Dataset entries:
══════════

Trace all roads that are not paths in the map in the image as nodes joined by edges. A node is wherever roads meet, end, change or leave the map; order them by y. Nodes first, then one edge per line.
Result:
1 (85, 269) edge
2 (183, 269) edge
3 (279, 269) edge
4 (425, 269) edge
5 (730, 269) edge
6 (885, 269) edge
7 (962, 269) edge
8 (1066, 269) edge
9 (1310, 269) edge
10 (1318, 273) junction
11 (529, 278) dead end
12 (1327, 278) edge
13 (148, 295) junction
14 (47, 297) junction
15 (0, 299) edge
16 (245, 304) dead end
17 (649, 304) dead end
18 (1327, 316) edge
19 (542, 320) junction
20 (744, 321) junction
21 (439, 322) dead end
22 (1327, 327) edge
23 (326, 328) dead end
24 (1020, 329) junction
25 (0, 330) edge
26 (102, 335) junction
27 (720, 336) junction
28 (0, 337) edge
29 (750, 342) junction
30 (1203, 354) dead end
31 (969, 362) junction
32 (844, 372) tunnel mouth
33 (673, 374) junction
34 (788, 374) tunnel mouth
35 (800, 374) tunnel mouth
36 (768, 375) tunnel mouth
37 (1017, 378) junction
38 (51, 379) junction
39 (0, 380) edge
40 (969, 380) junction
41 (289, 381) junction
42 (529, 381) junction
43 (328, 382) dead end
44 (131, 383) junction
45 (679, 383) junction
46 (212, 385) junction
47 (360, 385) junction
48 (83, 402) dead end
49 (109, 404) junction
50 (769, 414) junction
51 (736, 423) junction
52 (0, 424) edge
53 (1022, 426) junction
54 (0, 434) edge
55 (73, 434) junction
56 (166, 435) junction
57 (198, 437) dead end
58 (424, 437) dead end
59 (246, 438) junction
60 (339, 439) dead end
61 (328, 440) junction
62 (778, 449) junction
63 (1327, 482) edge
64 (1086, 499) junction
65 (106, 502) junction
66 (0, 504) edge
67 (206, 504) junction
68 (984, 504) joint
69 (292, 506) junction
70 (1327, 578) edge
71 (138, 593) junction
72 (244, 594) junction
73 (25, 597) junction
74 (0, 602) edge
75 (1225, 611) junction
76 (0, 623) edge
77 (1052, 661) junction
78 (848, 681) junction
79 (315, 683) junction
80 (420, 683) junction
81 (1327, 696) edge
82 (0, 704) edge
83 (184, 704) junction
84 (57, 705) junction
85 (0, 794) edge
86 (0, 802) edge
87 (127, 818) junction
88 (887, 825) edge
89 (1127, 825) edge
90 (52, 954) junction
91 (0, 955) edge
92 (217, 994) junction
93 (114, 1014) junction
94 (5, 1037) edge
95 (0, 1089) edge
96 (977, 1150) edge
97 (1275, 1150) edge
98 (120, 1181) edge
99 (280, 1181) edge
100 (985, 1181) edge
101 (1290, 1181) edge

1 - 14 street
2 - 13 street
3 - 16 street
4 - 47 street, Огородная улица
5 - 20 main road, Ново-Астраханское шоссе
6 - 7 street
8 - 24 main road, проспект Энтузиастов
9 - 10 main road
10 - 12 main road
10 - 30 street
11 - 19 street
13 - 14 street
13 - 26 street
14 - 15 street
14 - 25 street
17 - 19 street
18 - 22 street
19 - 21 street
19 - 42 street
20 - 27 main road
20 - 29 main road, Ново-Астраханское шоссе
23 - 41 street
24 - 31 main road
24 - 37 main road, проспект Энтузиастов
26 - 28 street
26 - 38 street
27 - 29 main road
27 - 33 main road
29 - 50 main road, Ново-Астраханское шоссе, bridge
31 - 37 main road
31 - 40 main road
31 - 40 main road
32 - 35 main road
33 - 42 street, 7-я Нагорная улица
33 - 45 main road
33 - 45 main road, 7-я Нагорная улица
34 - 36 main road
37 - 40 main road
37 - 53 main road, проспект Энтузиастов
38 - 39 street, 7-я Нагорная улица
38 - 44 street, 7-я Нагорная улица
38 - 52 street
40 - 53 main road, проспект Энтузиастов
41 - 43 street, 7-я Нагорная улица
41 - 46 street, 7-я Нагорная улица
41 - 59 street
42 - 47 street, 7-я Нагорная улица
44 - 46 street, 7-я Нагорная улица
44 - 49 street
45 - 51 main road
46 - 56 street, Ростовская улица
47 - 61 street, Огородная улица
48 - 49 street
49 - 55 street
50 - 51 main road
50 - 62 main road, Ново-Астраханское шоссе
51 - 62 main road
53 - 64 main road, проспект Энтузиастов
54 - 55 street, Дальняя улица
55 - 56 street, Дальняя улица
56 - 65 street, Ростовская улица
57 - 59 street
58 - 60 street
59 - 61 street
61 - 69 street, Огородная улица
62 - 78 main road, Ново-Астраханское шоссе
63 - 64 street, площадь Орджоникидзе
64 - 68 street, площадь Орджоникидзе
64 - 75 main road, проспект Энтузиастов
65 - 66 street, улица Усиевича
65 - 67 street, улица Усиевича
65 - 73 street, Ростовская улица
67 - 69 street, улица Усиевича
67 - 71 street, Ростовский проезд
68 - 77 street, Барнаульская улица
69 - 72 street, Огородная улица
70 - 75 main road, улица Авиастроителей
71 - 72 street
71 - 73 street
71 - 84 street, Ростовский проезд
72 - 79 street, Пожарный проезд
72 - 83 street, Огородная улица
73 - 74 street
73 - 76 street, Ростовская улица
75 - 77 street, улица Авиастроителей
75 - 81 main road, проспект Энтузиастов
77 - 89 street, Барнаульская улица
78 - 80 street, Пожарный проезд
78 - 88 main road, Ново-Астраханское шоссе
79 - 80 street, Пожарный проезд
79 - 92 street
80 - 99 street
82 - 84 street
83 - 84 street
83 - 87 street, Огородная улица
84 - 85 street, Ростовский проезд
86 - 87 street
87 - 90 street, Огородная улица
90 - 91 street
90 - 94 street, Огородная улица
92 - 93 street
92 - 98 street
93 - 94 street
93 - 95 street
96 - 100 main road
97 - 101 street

══════════

Work task: Find every line of the data that includes the string "Дальняя". Copy each of those lines.

Exercise response:
54 - 55 street, Дальняя улица
55 - 56 street, Дальняя улица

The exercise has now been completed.